And

16 1 0
                                    


Berlin, meskipun siang, matahari tidak tampak. Sehingga suhu udara tidak begitu membaik ketika jam menunjukkan pukul 12 siang tepat. Bahkan di dalam ruangan pun kami masih bisa melihat kepulan asap putih yang keluar tiap mulut kami bicara. Mungkin keputusanku untuk menikmati akhir tahun menyenangkan di Eropa adalah keputusan yang salah. Karena kenyataannya orang-orang Eropa lebih memilih untuk berlibur ke daerah tropis daripada tinggal di negaranya sendiri yang sedang turun salju.

"Jadi, kamu ke sini untuk liburan," Sagara mengulang informasi yang baru saja aku paparkan tadi. "Rencananya kemana saja?"

"Kemana saja," sahutku ringan. "Jerman, Itali, Perancis, Inggris... terserah kemana kaki melangkah."

Bohong. Aku hanya akan pergi ke beberapa tempat yang sudah direncanakan, yang dekat dan ada kenalan yang harus dikunjungi saja. Tapi, berhubung aku masih belum tahu dimana saja tempat itu maka anggap saja ucapanku adalah fakta.

"Berapa hari rencanamu berada di Berlin?"

"Dua hari. Kenapa?"

"Kalau kamu masih berada di Jerman sampai Hari Natal, aku bisa ajak kamu ikut acara Komunitas Pelajar Indonesia di Berlin."

"Acara apa?"

"Semacam charity membagikan selimut, baju hangat, dan makanan ."

"Di Jerman ada juga orang-orang yang..." aku kesulitan mencari istilah yang tepat. "You know, deserve some things from charity?"

Sagara mendengus. "Tentu saja ada, Olivia. Meskipun suatu negara dikatakan maju bukan berarti tidak ada orang-orang semacam itu. Mereka ada meskipun jumlahnya tidak sesignifikan di Indonesia."

"Kamu tidak pantas bilang Indonesia seperti itu!"

"Kenapa?"

"Sekarang, kamu tidak mau pulang ke Indonesia dan membangun negerimu sendiri. So, don't dare to say Indonesia is such blablabla. Kecuali kamu sempat melakukan sesuatu dan benar-benar hasilnya payah."

"Siapa juga yang mau pulang dan tidak dihargai? Cari pekerjaan, sandang, pangan, dan papan susah. Giliran bule mudah sekali dengan alasan investor asing. Mending di luar, meski pun jadi kacung, kami tidak kehilangan harga diri dan hak asasi."

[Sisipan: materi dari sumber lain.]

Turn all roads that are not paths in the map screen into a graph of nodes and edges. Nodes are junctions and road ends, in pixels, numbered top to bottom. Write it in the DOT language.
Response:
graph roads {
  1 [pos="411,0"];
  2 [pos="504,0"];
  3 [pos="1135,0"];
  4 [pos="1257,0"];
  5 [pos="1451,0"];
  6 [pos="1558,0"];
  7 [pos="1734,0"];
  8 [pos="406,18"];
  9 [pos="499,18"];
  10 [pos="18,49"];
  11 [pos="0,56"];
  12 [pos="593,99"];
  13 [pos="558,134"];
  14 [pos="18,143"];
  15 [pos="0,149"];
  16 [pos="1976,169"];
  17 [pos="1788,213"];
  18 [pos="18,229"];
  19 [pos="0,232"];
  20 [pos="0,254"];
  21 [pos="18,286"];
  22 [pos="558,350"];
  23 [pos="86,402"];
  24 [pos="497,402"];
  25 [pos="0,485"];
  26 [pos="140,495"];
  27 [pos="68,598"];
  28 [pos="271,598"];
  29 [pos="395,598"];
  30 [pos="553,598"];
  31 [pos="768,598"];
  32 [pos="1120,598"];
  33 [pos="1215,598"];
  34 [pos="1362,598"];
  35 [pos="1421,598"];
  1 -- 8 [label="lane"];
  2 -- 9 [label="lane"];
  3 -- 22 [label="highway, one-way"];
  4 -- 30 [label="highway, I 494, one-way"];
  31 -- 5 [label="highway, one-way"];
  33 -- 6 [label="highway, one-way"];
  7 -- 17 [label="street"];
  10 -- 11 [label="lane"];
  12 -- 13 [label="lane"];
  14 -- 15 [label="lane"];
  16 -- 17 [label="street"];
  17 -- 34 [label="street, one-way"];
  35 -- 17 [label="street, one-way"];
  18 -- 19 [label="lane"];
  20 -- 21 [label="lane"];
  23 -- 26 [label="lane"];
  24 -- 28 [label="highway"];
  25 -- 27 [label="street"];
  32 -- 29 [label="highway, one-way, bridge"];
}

"Memangnya kamu mengalami itu?"

"Tidak perlu untuk mengalami semua itu untuk menyimpulkan betapa pola pikir bangsa kita itu payah," Sagara terlihat mulai menggebu-gebu. "Masyarakat tidak menghargai manusia, yang mereka hargai itu uang dan kekuasaan. Beberapa orang mengira dengan sekolah tinggi-tinggi mereka akan mendapat paling tidak satu dari dua hal itu. Tapi mereka salah, pendidikan bahkan tidak bisa membawa mereka mendekati keduanya. Banyak orang cerdas yang tidak menjadi apa-apa jika hanya mengandalkan otaknya."

"Kamu lihat kasus PT. Dirgantara-nya Pak Habibie yang sempat berhenti beroperasi padahal saat itu perusahaan berhasil memproduksi pesawat yang katanya lebih baik daripada pesawat buatan Boeing dan pesawat itu berakhir menjadi rancangan saja. Itu semua karena apa? Kekuasaan dan uang, Liv. Saat itu Indonesia butuh uang, IMF bersedia memberi pinjaman tapi dengan syarat tak tertulis pesawat Pak Habibie tidak usah naik produksi dan pasar. Karena apa?"

"Karena perekonomian Amerika terancam kalau sampai ada pesawat yang bisa mengalahkan produknya Boeing," jawabku ragu.

"Tepat!" Sagara menjetikkan jarinya dengan puas. "Kalau kamu bilang orang-orang cerdas itu seharusnya pulang dan membangun negeri sendiri, pemerintah bisa menjamin hasil karya anak-anak bangsa itu tidak end up jadi rongsokan sampah?"

Aku tidak menjawab. Bukan karena tidak tahu jawabannya tapi karena jawabannya sudah terpampang jelas tanpa harus diutarakan. Lagipula aku tidak benar-benar tertarik membahas masalah ini. Aku menghargai keputusan mereka yang mencari kehidupan lebih layak dan baik di luar. Itu keputusan mereka untuk kebaikan hidupnya. Sama seperti Sagara yang memutuskan pergi dari Indonesia sejak kuliah. Jahat sekali kalau memaksa mereka kembali untuk membangun bangsa sedangkan mereka tidak diberi jaminan kenyamanan hidup.

"Ga, kita tidak perlu membahas ini," ujarku tegas. "Pembahasan ini terlalu sophisticated, menurut istilahmu."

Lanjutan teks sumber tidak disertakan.